Двойная рокировка — страница 51 из 52

— А где лот двадцать семь с грунтовкой? — спросил лорд Хакнесс, заранее зная ответ. — Зачем он ему понадобился? Ведь там ничего нет…

Элизабет стояла неподвижно и, вся дрожа, что-то бормотала себе под нос. Подойдя, Хакнесс положил ей на плечо руку. Она не шевельнулась.

И тут он увидел это.

На полу, там, где прежде стоял загрунтованный холст, лежала записка, написанная красными чернилами: «Никогда не судите о книге по ее обложке. Захария, 5:4, Псалтырь, 22:4».

Хакнесс метнулся в дальний угол кабинета, где в стеклянной витрине хранилась семейная Библия шестнадцатого века.

Витрина была цела, и книга по-прежнему находилась внутри. Хакнесс с облегчением вздохнул, но радовался он недолго. Заглянув в витрину, он увидел, что Библия раскрыта на Книге пророка Захарии.

Взглянув на записку, он нашел на раскрытой странице главу 5, стих 4. «Я навел его, говорит Господь Саваоф, и оно войдет в дом татя и в дом клянущегося Моим именем ложно…»

«Наглый самодовольный ублюдок, — подумал Хакнесс, стискивая зубы. — Какого черта он это делает? Только потому, что я украл у Грейсона картину?»

Чуть помедлив, он снова взглянул на записку. Псалом 22, стих 4. «Постой, постой, я же знаю этот псалом. Единственный, какой помню. „Если я пойду и долиною смертной тени“, не убоюсь зла… долина теней… Валломброзо…[68] О Боже…» Хакнесс прижал ко рту кулак. Он все понял и почувствовал восхищение, к которому примешивались отчаяние и гнев. Так вот как он похищал картины. Это делала она… Теперь понятно, почему он его кинул… Все из-за нее, из-за того, что он так поступил с ней…

Он взглянул на Элизабет. Та не отрываясь смотрела на клочок бумаги в его руке. Почувствовав, что пальцы липнут к обратной стороне, Хакнесс повернул записку. Она была написана на обороте фотографии, на которой они с Элизабет лежали в его спальне, одетые по-вчерашнему. Хакнесс зажмурился. Мысли бешено завертелись в его голове. «Никогда не судите о книге по ее обложке»? Что этот тип имел в виду? И тут его осенило. Он вдруг со всей ясностью осознал глубину своего поражения. Это был удар в лицо, от которого вдребезги разлетелась вся его обычная самоуверенность.

Скомкав фотографию, лорд Хакнесс бросил ее на пол.

— Элизабет, что…

Ван дер Меер закрыла лицо руками.

— Там еще одна записка, — прошептала она.

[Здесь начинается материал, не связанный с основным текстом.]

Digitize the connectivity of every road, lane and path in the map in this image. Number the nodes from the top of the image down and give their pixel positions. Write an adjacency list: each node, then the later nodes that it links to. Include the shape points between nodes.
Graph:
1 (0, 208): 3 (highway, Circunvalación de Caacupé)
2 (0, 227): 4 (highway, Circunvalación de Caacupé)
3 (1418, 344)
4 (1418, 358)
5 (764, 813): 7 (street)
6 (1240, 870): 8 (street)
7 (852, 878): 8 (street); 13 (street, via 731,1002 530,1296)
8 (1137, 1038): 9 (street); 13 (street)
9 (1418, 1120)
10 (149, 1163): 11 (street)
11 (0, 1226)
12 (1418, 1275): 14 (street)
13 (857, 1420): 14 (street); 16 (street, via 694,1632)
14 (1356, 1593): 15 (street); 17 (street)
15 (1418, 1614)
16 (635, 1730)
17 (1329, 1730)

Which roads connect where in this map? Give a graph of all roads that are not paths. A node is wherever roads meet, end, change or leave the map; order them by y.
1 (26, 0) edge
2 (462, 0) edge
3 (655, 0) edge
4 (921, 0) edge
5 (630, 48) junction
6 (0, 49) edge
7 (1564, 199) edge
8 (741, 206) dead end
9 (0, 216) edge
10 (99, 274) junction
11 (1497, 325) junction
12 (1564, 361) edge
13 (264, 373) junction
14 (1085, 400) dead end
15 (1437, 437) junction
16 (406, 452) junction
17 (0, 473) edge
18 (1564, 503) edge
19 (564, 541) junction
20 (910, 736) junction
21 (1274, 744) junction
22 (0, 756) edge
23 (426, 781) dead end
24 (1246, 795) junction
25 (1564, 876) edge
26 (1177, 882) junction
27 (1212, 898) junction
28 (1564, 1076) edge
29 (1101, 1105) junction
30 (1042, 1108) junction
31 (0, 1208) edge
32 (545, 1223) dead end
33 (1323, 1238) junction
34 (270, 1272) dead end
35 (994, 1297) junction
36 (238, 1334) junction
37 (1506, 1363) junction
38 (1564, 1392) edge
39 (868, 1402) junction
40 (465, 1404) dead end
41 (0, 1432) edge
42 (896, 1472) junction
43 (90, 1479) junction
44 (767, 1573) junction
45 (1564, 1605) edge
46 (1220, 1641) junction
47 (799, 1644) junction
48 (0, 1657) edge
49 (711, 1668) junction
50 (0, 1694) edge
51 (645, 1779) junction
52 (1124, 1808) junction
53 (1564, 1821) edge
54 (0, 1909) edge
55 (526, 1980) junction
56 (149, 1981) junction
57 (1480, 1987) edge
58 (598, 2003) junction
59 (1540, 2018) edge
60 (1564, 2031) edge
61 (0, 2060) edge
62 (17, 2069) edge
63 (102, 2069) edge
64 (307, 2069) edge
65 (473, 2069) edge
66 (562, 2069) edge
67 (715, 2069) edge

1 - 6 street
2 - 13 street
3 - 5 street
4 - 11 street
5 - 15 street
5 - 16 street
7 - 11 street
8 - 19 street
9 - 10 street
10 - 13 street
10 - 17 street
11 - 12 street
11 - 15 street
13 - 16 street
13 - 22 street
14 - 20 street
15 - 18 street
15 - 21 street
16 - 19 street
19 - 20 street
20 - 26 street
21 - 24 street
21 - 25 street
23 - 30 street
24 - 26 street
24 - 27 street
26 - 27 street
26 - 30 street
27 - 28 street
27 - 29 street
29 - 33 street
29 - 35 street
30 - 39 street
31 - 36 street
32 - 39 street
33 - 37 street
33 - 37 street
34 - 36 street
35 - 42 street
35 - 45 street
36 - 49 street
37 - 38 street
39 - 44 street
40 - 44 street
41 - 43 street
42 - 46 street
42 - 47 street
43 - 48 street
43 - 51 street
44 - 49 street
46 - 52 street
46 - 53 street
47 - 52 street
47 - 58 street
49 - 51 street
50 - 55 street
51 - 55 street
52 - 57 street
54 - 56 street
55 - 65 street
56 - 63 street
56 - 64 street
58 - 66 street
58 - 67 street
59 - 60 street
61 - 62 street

Хакнесс повернул к стене побелевшее лицо.

К «Белому на белом» был приколот листок бумаги. Сердце забилось. Он медленно приблизился к картине. На листке было всего три красных слова: «Я тоже фальшивый».

— Проклятие… Но если это не мой фамильный Малевич, тогда где же он?


В римской церкви Святой Джулианы в Трастевере отец Аморозо причащал свою немногочисленную паству. Прихожане, преклоняя колена, чтобы вкусить крови и плоти Христа, крестились и смотрели на алтарный образ Караваджо, висевший на стене над головой священника.

ЭПИЛОГ

Габриэль Коффин и Даниэла Валломброзо пили кофе-эспрессо из крошечных металлических чашечек в их лондонской квартире напротив Британского музея. Они сидели у круглого окна, выходившего на кафе «Форум».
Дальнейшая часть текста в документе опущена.